> **Exercise inputs**
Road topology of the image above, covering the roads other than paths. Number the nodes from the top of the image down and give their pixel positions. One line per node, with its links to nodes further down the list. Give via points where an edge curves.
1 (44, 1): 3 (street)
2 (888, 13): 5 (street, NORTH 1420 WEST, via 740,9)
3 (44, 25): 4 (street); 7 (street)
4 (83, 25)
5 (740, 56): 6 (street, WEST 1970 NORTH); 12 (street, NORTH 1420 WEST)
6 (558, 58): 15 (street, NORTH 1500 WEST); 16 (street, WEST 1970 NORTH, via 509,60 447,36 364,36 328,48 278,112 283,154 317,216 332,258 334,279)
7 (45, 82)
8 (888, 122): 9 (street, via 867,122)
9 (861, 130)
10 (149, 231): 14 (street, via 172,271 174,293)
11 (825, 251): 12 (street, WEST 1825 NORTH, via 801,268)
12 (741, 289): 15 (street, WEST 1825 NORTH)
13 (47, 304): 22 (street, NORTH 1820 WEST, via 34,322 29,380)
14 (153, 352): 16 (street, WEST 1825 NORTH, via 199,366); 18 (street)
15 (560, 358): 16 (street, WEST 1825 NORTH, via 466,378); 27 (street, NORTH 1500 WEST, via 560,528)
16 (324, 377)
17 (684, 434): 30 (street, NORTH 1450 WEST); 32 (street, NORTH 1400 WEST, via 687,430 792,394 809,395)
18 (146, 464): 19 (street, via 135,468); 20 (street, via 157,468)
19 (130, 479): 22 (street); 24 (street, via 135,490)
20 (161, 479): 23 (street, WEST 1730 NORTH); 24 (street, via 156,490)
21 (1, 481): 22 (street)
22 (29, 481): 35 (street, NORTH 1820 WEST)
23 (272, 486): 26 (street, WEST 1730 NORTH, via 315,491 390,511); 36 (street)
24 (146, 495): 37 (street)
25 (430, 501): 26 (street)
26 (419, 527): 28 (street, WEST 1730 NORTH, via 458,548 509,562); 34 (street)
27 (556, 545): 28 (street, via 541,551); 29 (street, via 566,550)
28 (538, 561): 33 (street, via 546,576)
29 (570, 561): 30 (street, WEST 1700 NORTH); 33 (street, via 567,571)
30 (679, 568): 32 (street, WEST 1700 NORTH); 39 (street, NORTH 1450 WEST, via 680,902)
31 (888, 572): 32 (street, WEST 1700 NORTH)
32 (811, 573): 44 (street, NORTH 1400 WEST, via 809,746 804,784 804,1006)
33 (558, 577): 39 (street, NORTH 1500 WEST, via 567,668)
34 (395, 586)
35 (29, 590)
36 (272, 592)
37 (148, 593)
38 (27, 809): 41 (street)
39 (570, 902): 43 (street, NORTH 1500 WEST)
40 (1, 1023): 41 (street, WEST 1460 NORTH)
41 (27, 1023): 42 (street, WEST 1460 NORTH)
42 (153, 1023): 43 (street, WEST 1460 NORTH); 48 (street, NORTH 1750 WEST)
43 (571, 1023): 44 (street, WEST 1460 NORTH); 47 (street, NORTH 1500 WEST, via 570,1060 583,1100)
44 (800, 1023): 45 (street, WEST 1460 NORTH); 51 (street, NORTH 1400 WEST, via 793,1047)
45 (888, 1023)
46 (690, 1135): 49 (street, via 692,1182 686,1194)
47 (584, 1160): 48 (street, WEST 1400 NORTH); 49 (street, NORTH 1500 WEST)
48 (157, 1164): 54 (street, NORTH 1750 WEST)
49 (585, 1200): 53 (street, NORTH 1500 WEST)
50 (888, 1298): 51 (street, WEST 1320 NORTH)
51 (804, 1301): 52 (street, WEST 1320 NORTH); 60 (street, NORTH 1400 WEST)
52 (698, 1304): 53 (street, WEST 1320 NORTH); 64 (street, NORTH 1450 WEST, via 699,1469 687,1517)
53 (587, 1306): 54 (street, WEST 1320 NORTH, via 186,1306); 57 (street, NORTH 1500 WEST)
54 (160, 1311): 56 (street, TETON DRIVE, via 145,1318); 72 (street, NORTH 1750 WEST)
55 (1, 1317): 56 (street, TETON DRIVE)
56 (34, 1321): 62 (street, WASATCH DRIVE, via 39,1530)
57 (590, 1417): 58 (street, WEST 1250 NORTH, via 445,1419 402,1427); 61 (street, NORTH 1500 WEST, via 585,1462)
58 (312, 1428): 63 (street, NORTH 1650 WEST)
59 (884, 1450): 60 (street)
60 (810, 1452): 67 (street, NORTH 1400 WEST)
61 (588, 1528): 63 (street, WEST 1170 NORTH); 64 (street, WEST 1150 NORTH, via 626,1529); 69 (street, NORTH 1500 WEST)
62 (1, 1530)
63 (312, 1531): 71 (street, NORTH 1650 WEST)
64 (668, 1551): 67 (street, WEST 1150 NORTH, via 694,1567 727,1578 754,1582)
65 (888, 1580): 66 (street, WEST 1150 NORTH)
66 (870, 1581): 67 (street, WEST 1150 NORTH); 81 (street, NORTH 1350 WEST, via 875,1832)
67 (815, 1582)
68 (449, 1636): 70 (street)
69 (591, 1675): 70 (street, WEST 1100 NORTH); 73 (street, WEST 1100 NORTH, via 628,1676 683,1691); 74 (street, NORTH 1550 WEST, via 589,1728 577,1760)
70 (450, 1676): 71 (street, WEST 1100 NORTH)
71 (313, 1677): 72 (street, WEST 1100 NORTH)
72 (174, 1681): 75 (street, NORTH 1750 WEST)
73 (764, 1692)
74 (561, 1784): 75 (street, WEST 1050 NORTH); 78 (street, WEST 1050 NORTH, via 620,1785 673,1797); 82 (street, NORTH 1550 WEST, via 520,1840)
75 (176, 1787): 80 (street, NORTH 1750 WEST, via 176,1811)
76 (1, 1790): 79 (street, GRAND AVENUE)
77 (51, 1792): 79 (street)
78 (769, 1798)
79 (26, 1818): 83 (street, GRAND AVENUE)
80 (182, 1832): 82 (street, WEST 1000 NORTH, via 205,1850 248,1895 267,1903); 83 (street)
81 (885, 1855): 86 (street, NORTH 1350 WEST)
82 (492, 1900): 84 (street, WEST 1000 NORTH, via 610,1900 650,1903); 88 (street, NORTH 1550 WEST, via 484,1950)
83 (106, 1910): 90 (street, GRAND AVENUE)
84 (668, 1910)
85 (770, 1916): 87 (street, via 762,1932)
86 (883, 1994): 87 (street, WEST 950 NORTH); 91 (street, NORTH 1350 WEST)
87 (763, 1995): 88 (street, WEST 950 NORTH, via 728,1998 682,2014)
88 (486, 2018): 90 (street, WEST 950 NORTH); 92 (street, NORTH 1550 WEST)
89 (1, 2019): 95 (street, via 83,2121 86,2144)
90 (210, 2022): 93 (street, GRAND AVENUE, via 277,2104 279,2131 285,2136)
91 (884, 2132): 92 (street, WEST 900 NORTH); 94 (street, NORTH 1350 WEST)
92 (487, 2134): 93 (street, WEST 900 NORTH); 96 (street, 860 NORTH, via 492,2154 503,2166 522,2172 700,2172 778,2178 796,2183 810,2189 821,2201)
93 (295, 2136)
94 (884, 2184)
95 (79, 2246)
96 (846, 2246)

> **Aim of the task**
Reproduce every line of the material above exactly.

> **Finished task**
Road topology of the image above, covering the roads other than paths. Number the nodes from the top of the image down and give their pixel positions. One line per node, with its links to nodes further down the list. Give via points where an edge curves.
1 (44, 1): 3 (street)
2 (888, 13): 5 (street, NORTH 1420 WEST, via 740,9)
3 (44, 25): 4 (street); 7 (street)
4 (83, 25)
5 (740, 56): 6 (street, WEST 1970 NORTH); 12 (street, NORTH 1420 WEST)
6 (558, 58): 15 (street, NORTH 1500 WEST); 16 (street, WEST 1970 NORTH, via 509,60 447,36 364,36 328,48 278,112 283,154 317,216 332,258 334,279)
7 (45, 82)
8 (888, 122): 9 (street, via 867,122)
9 (861, 130)
10 (149, 231): 14 (street, via 172,271 174,293)
11 (825, 251): 12 (street, WEST 1825 NORTH, via 801,268)
12 (741, 289): 15 (street, WEST 1825 NORTH)
13 (47, 304): 22 (street, NORTH 1820 WEST, via 34,322 29,380)
14 (153, 352): 16 (street, WEST 1825 NORTH, via 199,366); 18 (street)
15 (560, 358): 16 (street, WEST 1825 NORTH, via 466,378); 27 (street, NORTH 1500 WEST, via 560,528)
16 (324, 377)
17 (684, 434): 30 (street, NORTH 1450 WEST); 32 (street, NORTH 1400 WEST, via 687,430 792,394 809,395)
18 (146, 464): 19 (street, via 135,468); 20 (street, via 157,468)
19 (130, 479): 22 (street); 24 (street, via 135,490)
20 (161, 479): 23 (street, WEST 1730 NORTH); 24 (street, via 156,490)
21 (1, 481): 22 (street)
22 (29, 481): 35 (street, NORTH 1820 WEST)
23 (272, 486): 26 (street, WEST 1730 NORTH, via 315,491 390,511); 36 (street)
24 (146, 495): 37 (street)
25 (430, 501): 26 (street)
26 (419, 527): 28 (street, WEST 1730 NORTH, via 458,548 509,562); 34 (street)
27 (556, 545): 28 (street, via 541,551); 29 (street, via 566,550)
28 (538, 561): 33 (street, via 546,576)
29 (570, 561): 30 (street, WEST 1700 NORTH); 33 (street, via 567,571)
30 (679, 568): 32 (street, WEST 1700 NORTH); 39 (street, NORTH 1450 WEST, via 680,902)
31 (888, 572): 32 (street, WEST 1700 NORTH)
32 (811, 573): 44 (street, NORTH 1400 WEST, via 809,746 804,784 804,1006)
33 (558, 577): 39 (street, NORTH 1500 WEST, via 567,668)
34 (395, 586)
35 (29, 590)
36 (272, 592)
37 (148, 593)
38 (27, 809): 41 (street)
39 (570, 902): 43 (street, NORTH 1500 WEST)
40 (1, 1023): 41 (street, WEST 1460 NORTH)
41 (27, 1023): 42 (street, WEST 1460 NORTH)
42 (153, 1023): 43 (street, WEST 1460 NORTH); 48 (street, NORTH 1750 WEST)
43 (571, 1023): 44 (street, WEST 1460 NORTH); 47 (street, NORTH 1500 WEST, via 570,1060 583,1100)
44 (800, 1023): 45 (street, WEST 1460 NORTH); 51 (street, NORTH 1400 WEST, via 793,1047)
45 (888, 1023)
46 (690, 1135): 49 (street, via 692,1182 686,1194)
47 (584, 1160): 48 (street, WEST 1400 NORTH); 49 (street, NORTH 1500 WEST)
48 (157, 1164): 54 (street, NORTH 1750 WEST)
49 (585, 1200): 53 (street, NORTH 1500 WEST)
50 (888, 1298): 51 (street, WEST 1320 NORTH)
51 (804, 1301): 52 (street, WEST 1320 NORTH); 60 (street, NORTH 1400 WEST)
52 (698, 1304): 53 (street, WEST 1320 NORTH); 64 (street, NORTH 1450 WEST, via 699,1469 687,1517)
53 (587, 1306): 54 (street, WEST 1320 NORTH, via 186,1306); 57 (street, NORTH 1500 WEST)
54 (160, 1311): 56 (street, TETON DRIVE, via 145,1318); 72 (street, NORTH 1750 WEST)
55 (1, 1317): 56 (street, TETON DRIVE)
56 (34, 1321): 62 (street, WASATCH DRIVE, via 39,1530)
57 (590, 1417): 58 (street, WEST 1250 NORTH, via 445,1419 402,1427); 61 (street, NORTH 1500 WEST, via 585,1462)
58 (312, 1428): 63 (street, NORTH 1650 WEST)
59 (884, 1450): 60 (street)
60 (810, 1452): 67 (street, NORTH 1400 WEST)
61 (588, 1528): 63 (street, WEST 1170 NORTH); 64 (street, WEST 1150 NORTH, via 626,1529); 69 (street, NORTH 1500 WEST)
62 (1, 1530)
63 (312, 1531): 71 (street, NORTH 1650 WEST)
64 (668, 1551): 67 (street, WEST 1150 NORTH, via 694,1567 727,1578 754,1582)
65 (888, 1580): 66 (street, WEST 1150 NORTH)
66 (870, 1581): 67 (street, WEST 1150 NORTH); 81 (street, NORTH 1350 WEST, via 875,1832)
67 (815, 1582)
68 (449, 1636): 70 (street)
69 (591, 1675): 70 (street, WEST 1100 NORTH); 73 (street, WEST 1100 NORTH, via 628,1676 683,1691); 74 (street, NORTH 1550 WEST, via 589,1728 577,1760)
70 (450, 1676): 71 (street, WEST 1100 NORTH)
71 (313, 1677): 72 (street, WEST 1100 NORTH)
72 (174, 1681): 75 (street, NORTH 1750 WEST)
73 (764, 1692)
74 (561, 1784): 75 (street, WEST 1050 NORTH); 78 (street, WEST 1050 NORTH, via 620,1785 673,1797); 82 (street, NORTH 1550 WEST, via 520,1840)
75 (176, 1787): 80 (street, NORTH 1750 WEST, via 176,1811)
76 (1, 1790): 79 (street, GRAND AVENUE)
77 (51, 1792): 79 (street)
78 (769, 1798)
79 (26, 1818): 83 (street, GRAND AVENUE)
80 (182, 1832): 82 (street, WEST 1000 NORTH, via 205,1850 248,1895 267,1903); 83 (street)
81 (885, 1855): 86 (street, NORTH 1350 WEST)
82 (492, 1900): 84 (street, WEST 1000 NORTH, via 610,1900 650,1903); 88 (street, NORTH 1550 WEST, via 484,1950)
83 (106, 1910): 90 (street, GRAND AVENUE)
84 (668, 1910)
85 (770, 1916): 87 (street, via 762,1932)
86 (883, 1994): 87 (street, WEST 950 NORTH); 91 (street, NORTH 1350 WEST)
87 (763, 1995): 88 (street, WEST 950 NORTH, via 728,1998 682,2014)
88 (486, 2018): 90 (street, WEST 950 NORTH); 92 (street, NORTH 1550 WEST)
89 (1, 2019): 95 (street, via 83,2121 86,2144)
90 (210, 2022): 93 (street, GRAND AVENUE, via 277,2104 279,2131 285,2136)
91 (884, 2132): 92 (street, WEST 900 NORTH); 94 (street, NORTH 1350 WEST)
92 (487, 2134): 93 (street, WEST 900 NORTH); 96 (street, 860 NORTH, via 492,2154 503,2166 522,2172 700,2172 778,2178 796,2183 810,2189 821,2201)
93 (295, 2136)
94 (884, 2184)
95 (79, 2246)
96 (846, 2246)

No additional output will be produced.